In a recent letter to the editor, Misty Haji-Sheikh asked — and answered — who is supposed to ensure that DeKalb ordinances are enforced. Why? Because she found out there is an ordinance that is not being enforced.
The mayor, city manager and city attorney all have legal duties regarding ordinances. Since the ordinance 2015-30 is to hold at least quarterly meetings (these must be on the same day as the City Council after 1 p.m.) for discussion was passed as ordinance more than 14 months ago, can the mayor, city manager or city attorney explain why no required meetings have been held? Why aren’t they faithfully discharging their duties?
The ordinance, in part, says (my emphases):
Discussion, Planning and Vision Meetings: In addition to all other meetings contemplated herein, the City Council shall conduct at least four special meetings, with one such meeting occurring no less than quarterly, for the purposes of discussion, planning and visioning.
If the ordinance language had been written as “may” instead of “shall,” the meetings would be optional. “Shall” means they are not optional. (Find the rest of the ordinance in the Municipal Code, here, in 2.05(b)).
Now, this wouldn’t even appear on my radar today, but for a member of the City Barbs Facebook Group having posted video of Monday’s council meeting, towards the end of which the mayor defends not having the meetings required by ordinance. He calls these meetings “goals.” He then lists all the council meetings he’s attended over the past 14 months and declares, “The suggestion that the city has not been engaged in strategic planning is nothing short of ridiculous.”
What’s ridiculous is the mayor’s pretending that the issue is something other than council’s failure to follow the ordinance it passed last year, and suggesting that ordinances are “goals” that do not carry the force of law.
I suppose we could test that when we park in downtown DeKalb. “Officer, please do not write me a ticket. I swear to you, following the parking ordinances is a goal of mine, and I’ve managed it occasionally in the past.” Yeah, that’ll fly.

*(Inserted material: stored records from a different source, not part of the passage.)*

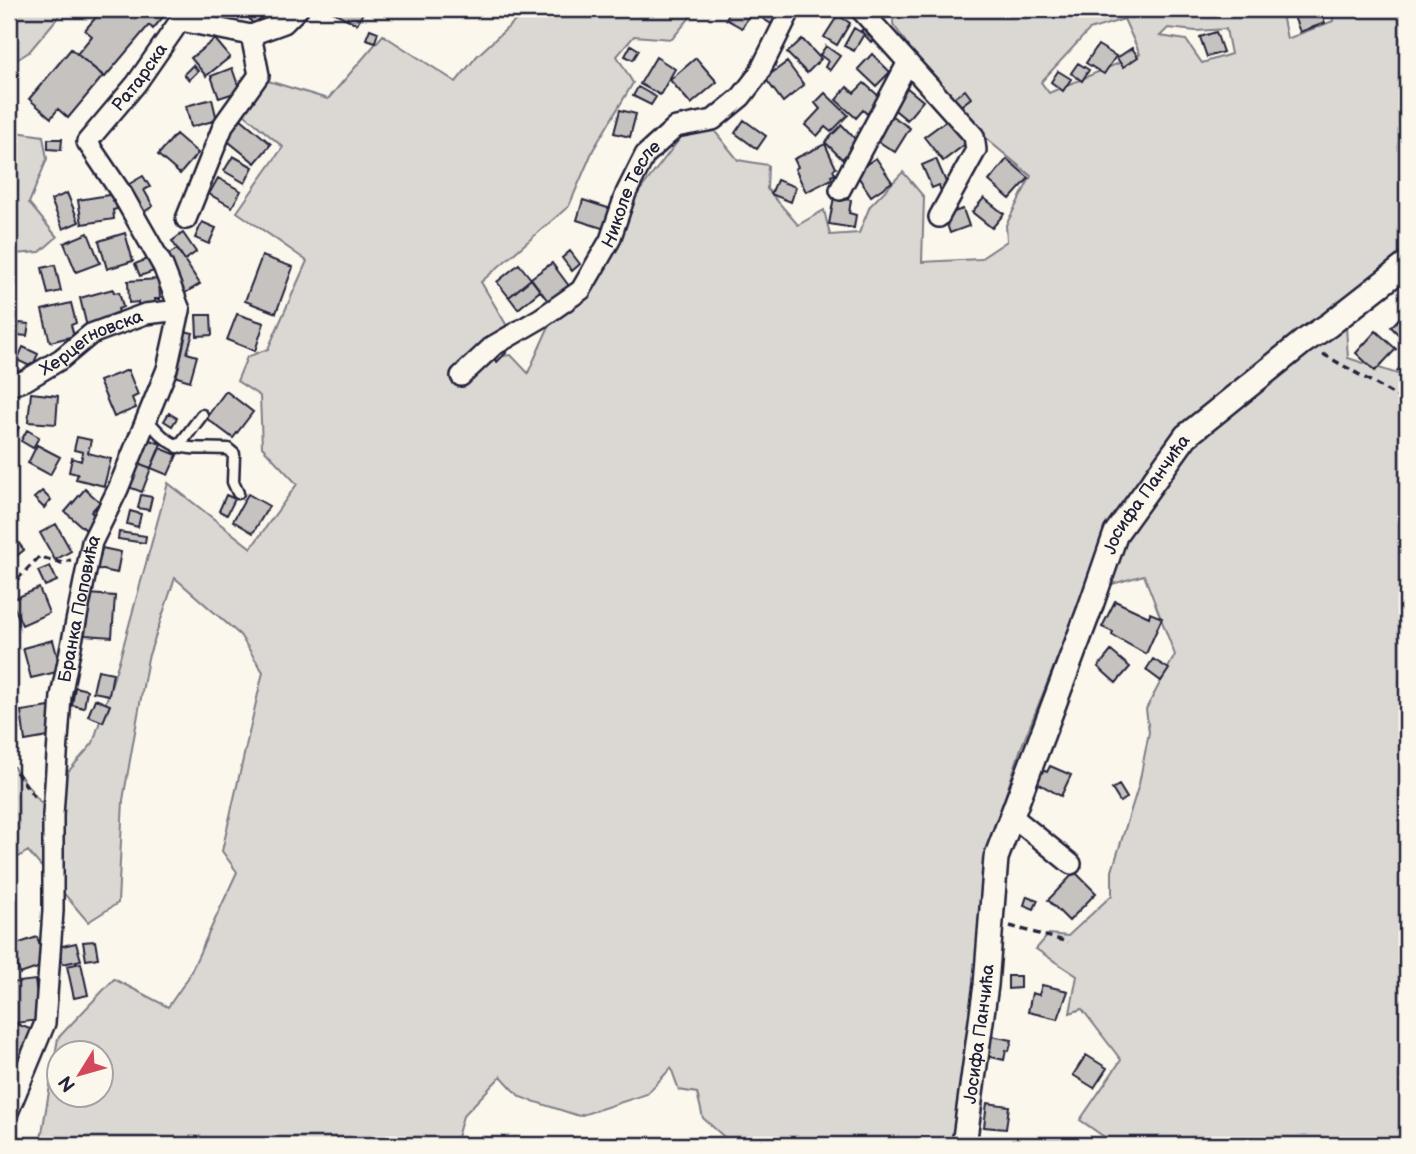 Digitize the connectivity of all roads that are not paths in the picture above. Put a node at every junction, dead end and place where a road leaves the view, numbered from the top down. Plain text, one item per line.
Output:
1 (298, 9) edge
2 (791, 9) edge
3 (860, 9) edge
4 (184, 15) edge
5 (251, 35) junction
6 (908, 64) junction
7 (840, 190) dead end
8 (939, 218) dead end
9 (186, 219) dead end
10 (1407, 264) edge
11 (180, 310) junction
12 (461, 376) dead end
13 (9, 386) edge
14 (202, 415) dead end
15 (146, 419) junction
16 (178, 447) junction
17 (238, 493) dead end
18 (1012, 816) junction
19 (1071, 864) dead end
20 (9, 1110) edge
21 (964, 1145) edge

1 - 5 street
2 - 12 street, Николе Тесле
3 - 6 street
4 - 5 street
4 - 11 street, Ратарска
5 - 9 street
6 - 7 street
6 - 8 street
10 - 18 street, Јосифа Панчића
11 - 13 street, Херцегновска
11 - 15 street, Бранка Поповића
14 - 16 lane
15 - 16 lane
15 - 20 street, Бранка Поповића
16 - 17 lane
18 - 19 street
18 - 21 street, Јосифа Панчића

There are three real remedies for the planning meeting ordinance: follow it, amend it, or repeal it.
Now to the video. The mayor’s remarks begin at 3:36:20 and run to just about 3:40:00. (No, I do not understand his accusation that the people who want the ordinance upheld are trying to place a wedge between council and city staff. Your guess is as good as mine.)
When ward and departmental reports are finished, Ald. Jacobson comes back around to the ordinance at 3:49:00, saying, “The law is the law,” and taking some responsibility for himself in the failure to call the required meetings. The mayor then calls Ald. Jacobson’s comments “semantics.”